Supplied data
■ ■ ■ ■ ■ ■ ■

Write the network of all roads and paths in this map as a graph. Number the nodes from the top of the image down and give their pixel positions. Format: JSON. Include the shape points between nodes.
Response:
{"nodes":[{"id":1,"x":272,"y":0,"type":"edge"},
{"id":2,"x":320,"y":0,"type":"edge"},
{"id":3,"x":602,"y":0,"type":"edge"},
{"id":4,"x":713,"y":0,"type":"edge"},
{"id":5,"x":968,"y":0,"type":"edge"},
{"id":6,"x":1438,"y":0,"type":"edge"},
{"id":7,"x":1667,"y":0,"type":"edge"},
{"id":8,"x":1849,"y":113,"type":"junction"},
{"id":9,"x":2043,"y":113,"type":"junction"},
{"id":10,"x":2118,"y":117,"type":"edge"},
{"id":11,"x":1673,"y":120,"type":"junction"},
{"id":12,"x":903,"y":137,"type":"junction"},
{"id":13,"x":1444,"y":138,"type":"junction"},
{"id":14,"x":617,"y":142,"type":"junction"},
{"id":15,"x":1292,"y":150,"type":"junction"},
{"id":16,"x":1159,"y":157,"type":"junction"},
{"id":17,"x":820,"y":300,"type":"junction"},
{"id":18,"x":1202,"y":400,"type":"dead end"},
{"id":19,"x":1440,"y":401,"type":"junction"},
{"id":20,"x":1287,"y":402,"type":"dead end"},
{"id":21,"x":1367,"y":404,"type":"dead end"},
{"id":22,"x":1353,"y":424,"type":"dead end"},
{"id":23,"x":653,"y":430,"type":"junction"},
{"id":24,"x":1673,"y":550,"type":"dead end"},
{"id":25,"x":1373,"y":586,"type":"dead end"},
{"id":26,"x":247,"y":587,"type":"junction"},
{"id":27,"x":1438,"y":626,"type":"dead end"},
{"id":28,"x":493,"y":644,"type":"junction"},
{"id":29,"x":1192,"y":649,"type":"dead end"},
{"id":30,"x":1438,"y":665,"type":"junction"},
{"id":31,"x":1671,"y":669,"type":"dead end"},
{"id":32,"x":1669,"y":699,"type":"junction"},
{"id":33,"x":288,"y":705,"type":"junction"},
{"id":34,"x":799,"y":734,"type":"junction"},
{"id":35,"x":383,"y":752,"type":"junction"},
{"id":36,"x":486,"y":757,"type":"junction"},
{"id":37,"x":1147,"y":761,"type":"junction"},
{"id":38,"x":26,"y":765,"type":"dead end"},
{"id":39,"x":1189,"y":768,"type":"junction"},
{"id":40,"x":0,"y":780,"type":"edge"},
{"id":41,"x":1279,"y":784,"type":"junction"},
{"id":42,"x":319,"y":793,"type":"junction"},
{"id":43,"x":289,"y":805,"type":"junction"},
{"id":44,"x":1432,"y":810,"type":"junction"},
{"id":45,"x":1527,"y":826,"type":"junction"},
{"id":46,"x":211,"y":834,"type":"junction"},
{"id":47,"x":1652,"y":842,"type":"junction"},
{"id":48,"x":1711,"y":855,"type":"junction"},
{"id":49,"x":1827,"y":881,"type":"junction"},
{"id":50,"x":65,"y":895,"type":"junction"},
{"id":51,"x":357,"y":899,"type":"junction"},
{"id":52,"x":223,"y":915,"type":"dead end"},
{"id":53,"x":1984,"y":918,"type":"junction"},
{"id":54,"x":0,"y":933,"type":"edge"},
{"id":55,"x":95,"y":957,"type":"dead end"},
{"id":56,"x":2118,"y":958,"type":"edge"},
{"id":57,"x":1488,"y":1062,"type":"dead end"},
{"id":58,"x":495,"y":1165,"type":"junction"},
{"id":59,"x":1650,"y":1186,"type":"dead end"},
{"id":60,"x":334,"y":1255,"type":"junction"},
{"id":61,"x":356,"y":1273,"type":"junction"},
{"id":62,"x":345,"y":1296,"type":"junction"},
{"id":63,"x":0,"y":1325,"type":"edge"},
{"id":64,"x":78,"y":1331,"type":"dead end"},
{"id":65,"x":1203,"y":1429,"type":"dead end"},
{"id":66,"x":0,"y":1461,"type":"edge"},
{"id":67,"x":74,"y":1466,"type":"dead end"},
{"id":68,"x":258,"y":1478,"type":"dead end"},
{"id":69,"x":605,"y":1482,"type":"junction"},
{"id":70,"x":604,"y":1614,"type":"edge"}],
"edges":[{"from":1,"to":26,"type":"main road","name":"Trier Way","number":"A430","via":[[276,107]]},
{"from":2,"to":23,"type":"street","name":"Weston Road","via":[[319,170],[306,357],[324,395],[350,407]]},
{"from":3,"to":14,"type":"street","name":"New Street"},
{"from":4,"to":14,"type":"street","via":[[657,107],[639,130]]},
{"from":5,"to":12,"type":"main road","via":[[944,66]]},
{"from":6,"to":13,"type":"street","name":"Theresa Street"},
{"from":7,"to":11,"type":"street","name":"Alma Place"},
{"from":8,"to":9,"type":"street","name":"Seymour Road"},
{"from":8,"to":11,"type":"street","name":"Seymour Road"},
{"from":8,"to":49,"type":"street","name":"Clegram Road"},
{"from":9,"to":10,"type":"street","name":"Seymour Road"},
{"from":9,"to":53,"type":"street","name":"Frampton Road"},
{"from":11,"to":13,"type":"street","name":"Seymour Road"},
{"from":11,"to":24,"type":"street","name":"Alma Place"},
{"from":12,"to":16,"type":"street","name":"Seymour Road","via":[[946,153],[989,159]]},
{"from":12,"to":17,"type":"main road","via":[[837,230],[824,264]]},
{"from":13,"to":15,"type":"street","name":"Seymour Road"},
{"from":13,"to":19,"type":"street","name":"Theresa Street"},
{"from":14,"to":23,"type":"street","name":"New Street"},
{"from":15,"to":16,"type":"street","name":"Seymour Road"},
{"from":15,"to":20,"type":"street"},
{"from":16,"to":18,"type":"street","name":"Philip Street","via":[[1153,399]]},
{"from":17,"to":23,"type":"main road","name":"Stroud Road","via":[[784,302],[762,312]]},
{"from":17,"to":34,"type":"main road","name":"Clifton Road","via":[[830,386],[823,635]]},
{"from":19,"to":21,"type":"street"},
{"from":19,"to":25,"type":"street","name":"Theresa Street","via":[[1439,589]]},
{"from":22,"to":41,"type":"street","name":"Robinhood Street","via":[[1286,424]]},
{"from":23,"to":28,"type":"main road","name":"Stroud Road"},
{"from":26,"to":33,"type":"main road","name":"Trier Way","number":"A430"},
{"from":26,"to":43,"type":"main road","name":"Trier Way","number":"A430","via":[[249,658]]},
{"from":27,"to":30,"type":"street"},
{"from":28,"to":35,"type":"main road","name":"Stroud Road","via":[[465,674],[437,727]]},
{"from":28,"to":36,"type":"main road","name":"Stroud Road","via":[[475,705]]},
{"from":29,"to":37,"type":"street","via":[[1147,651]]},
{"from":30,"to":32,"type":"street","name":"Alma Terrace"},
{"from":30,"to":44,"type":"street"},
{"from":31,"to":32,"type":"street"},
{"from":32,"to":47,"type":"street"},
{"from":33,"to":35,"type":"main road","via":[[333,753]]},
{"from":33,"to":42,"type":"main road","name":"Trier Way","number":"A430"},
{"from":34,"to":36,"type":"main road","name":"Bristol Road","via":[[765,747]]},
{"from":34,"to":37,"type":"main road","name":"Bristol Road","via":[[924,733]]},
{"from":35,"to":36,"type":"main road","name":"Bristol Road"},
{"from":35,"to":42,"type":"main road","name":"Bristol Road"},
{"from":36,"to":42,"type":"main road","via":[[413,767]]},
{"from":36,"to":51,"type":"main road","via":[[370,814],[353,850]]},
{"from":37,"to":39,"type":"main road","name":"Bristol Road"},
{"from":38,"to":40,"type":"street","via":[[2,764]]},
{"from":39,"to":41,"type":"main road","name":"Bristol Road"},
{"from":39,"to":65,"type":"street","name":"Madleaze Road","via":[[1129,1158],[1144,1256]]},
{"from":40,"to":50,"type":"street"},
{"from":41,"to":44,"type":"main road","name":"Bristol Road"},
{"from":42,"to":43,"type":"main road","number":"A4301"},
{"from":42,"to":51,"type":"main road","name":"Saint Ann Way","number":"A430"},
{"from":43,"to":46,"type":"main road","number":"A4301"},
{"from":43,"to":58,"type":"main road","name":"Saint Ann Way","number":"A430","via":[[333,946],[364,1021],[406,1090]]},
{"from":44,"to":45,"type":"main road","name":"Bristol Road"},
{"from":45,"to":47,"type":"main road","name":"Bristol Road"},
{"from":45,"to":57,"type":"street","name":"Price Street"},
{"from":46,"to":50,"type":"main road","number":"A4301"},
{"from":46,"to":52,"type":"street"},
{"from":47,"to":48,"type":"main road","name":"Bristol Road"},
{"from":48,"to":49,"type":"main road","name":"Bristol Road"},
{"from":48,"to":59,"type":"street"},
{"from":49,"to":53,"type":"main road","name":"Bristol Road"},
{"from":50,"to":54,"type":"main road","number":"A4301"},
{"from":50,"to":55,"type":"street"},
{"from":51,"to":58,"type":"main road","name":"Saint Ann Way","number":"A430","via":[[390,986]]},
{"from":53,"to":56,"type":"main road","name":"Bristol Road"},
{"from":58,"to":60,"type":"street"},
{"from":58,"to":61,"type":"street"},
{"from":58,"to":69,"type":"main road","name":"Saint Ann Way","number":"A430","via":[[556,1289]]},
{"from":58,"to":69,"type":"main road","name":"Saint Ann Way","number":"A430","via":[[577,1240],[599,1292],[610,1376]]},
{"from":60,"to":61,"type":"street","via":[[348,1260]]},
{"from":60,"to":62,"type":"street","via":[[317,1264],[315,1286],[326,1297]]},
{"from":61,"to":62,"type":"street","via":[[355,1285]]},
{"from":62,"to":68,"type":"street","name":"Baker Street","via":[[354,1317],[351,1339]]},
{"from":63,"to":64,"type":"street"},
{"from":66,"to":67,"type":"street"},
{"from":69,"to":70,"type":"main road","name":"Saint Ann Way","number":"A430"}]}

■ ■ ■ ■ ■ ■ ■

Assignment
Wherever a line above contains the string "Alma", copy that line.

Finished exercise
{"from":7,"to":11,"type":"street","name":"Alma Place"},
{"from":11,"to":24,"type":"street","name":"Alma Place"},
{"from":30,"to":32,"type":"street","name":"Alma Terrace"},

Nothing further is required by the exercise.